Stored data entries
────────

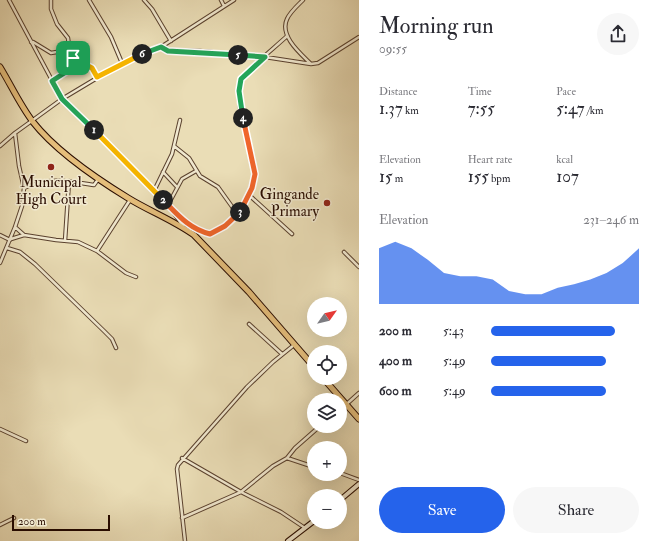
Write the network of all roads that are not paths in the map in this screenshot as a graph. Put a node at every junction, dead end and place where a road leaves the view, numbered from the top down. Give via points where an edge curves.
1 (9, 0) edge
2 (51, 0) edge
3 (89, 0) edge
4 (144, 0) edge
5 (221, 0) edge
6 (234, 0) edge
7 (303, 0) edge
8 (224, 6) junction
9 (287, 36) junction
10 (359, 37) edge
11 (171, 41) junction
12 (31, 42) junction
13 (161, 47) junction
14 (68, 50) junction
15 (265, 57) junction
16 (73, 58) junction
17 (84, 64) junction
18 (122, 64) junction
19 (311, 64) junction
20 (0, 67) edge
21 (70, 69) junction
22 (97, 77) junction
23 (52, 81) junction
24 (62, 99) junction
25 (32, 120) junction
26 (180, 120) dead end
27 (15, 133) junction
28 (0, 146) edge
29 (174, 146) junction
30 (196, 171) junction
31 (163, 172) junction
32 (99, 178) junction
33 (69, 181) junction
34 (177, 187) junction
35 (24, 188) junction
36 (154, 191) junction
37 (249, 195) junction
38 (130, 200) junction
39 (168, 205) junction
40 (238, 215) junction
41 (178, 217) junction
42 (15, 227) junction
43 (185, 228) junction
44 (292, 234) dead end
45 (0, 235) edge
46 (24, 235) junction
47 (11, 239) junction
48 (65, 241) junction
49 (7, 248) junction
50 (97, 251) junction
51 (344, 252) dead end
52 (0, 263) edge
53 (359, 267) edge
54 (136, 277) dead end
55 (249, 324) dead end
56 (294, 345) junction
57 (116, 348) dead end
58 (282, 354) junction
59 (307, 360) edge
60 (329, 385) edge
61 (336, 393) edge
62 (359, 393) edge
63 (347, 403) edge
64 (347, 405) edge
65 (359, 419) edge
66 (0, 429) edge
67 (312, 433) edge
68 (26, 441) dead end
69 (182, 458) junction
70 (287, 458) junction
71 (307, 465) edge
72 (347, 476) edge
73 (359, 480) edge
74 (359, 484) edge
75 (242, 492) junction
76 (347, 494) edge
77 (14, 518) dead end
78 (182, 518) junction
79 (0, 524) edge
80 (305, 529) joint
81 (185, 541) edge
82 (288, 541) edge

1 - 12 street
2 - 14 street via 50,5 57,24 68,38
3 - 18 street via 111,38
4 - 11 street
5 - 8 street
6 - 8 street
7 - 9 street via 287,19
8 - 11 street
9 - 15 street
9 - 19 street
10 - 19 street via 318,63
11 - 13 street
12 - 14 street via 51,53
12 - 23 street
13 - 15 street via 168,51
13 - 18 street
14 - 16 street
15 - 19 street
15 - 37 street via 241,79 239,91 255,174
16 - 17 street
16 - 21 street
17 - 21 street
17 - 22 street via 94,71
18 - 22 street
20 - 25 highway
21 - 23 street
22 - 24 street
23 - 24 street
24 - 25 street
24 - 36 street
25 - 27 street
25 - 32 highway via 53,143
26 - 29 street
27 - 28 street
27 - 35 street
29 - 30 street via 189,158
29 - 31 street
30 - 34 street via 186,175
30 - 40 street via 218,187
31 - 34 street
31 - 36 street
32 - 33 street via 94,184
32 - 38 highway
33 - 35 street via 42,181
33 - 48 street
34 - 39 street
35 - 42 street via 22,206
36 - 39 street
37 - 40 street
37 - 44 street
38 - 43 highway
38 - 50 street
39 - 41 street
40 - 41 street via 217,232 210,234 203,233
41 - 43 street
42 - 46 street
42 - 47 street
43 - 56 highway via 230,272
45 - 47 street
46 - 47 street
46 - 48 street
47 - 49 street
48 - 50 street via 78,242
49 - 52 street
49 - 57 street via 20,252 35,264 112,339
50 - 54 street via 126,273
51 - 53 street
55 - 58 street
56 - 58 street
56 - 59 highway
58 - 69 street via 247,387
60 - 61 highway
62 - 63 street
64 - 65 highway
66 - 68 street
67 - 70 street via 294,448
69 - 75 street
69 - 78 street via 177,469
70 - 71 street
70 - 75 street via 267,470
72 - 73 street
74 - 76 street
75 - 78 street
75 - 80 street via 281,512
77 - 79 street
78 - 81 street
80 - 82 street

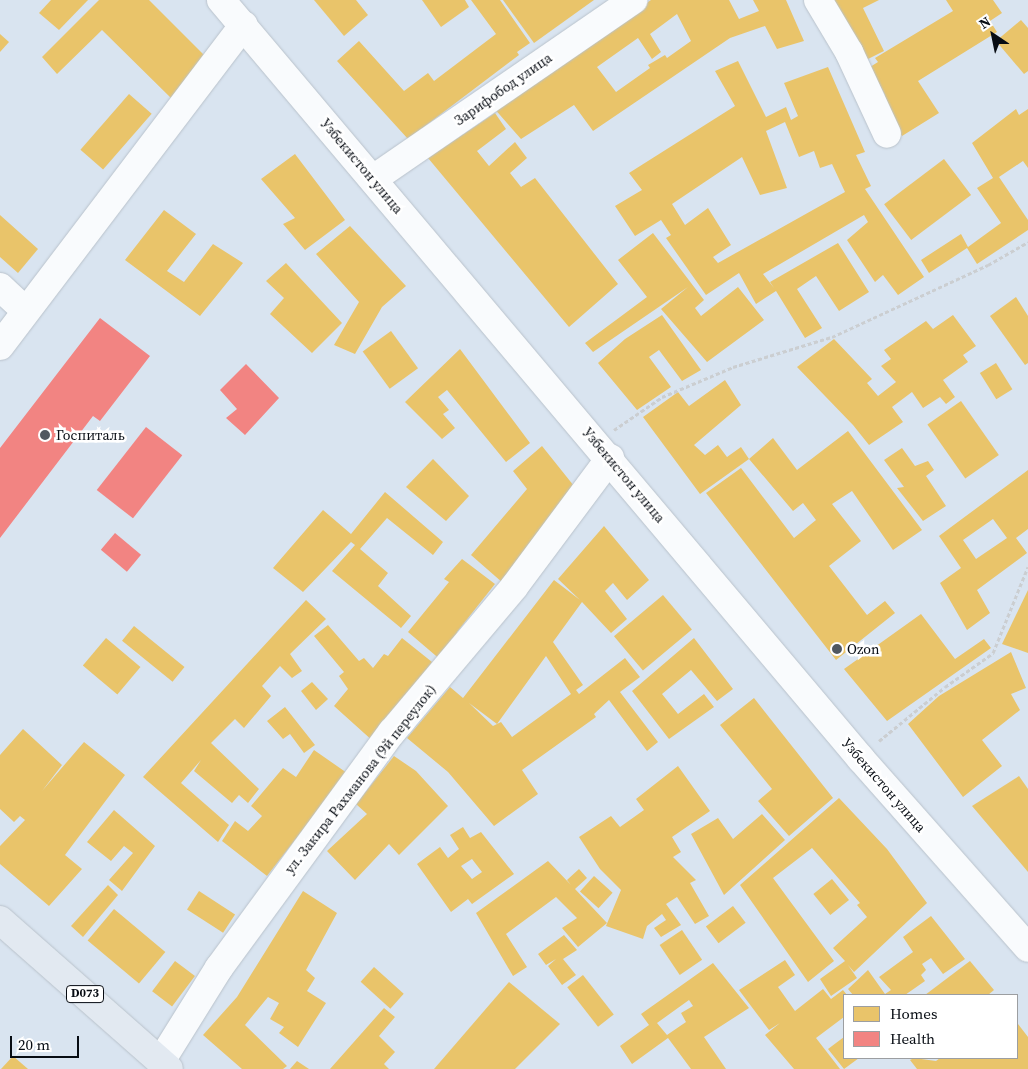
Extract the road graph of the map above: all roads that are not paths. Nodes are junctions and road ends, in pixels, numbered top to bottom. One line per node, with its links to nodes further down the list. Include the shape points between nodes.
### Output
1 (221, 0): 4 (street, Узбекистон улица)
2 (633, 0): 6 (street, Зарифобод улица)
3 (818, 0): 5 (street, via 849,52)
4 (244, 25): 6 (street, Узбекистон улица); 8 (street)
5 (887, 134)
6 (373, 179): 10 (street, Узбекистон улица)
7 (0, 287): 8 (street)
8 (26, 311): 9 (street)
9 (0, 346)
10 (603, 450): 12 (street, Узбекистон улица, via 861,759); 13 (street, ул. Закира Рахманова (9й переулок), via 514,587 369,763 219,968)
11 (0, 920): 13 (main road, D073)
12 (1028, 948)
13 (165, 1065)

────────

_What you are asked to do_. Copy every line of the entries in which "down" can be found.

_Answer to the exercise_.
Write the network of all roads that are not paths in the map in this screenshot as a graph. Put a node at every junction, dead end and place where a road leaves the view, numbered from the top down. Give via points where an edge curves.
Extract the road graph of the map above: all roads that are not paths. Nodes are junctions and road ends, in pixels, numbered top to bottom. One line per node, with its links to nodes further down the list. Include the shape points between nodes.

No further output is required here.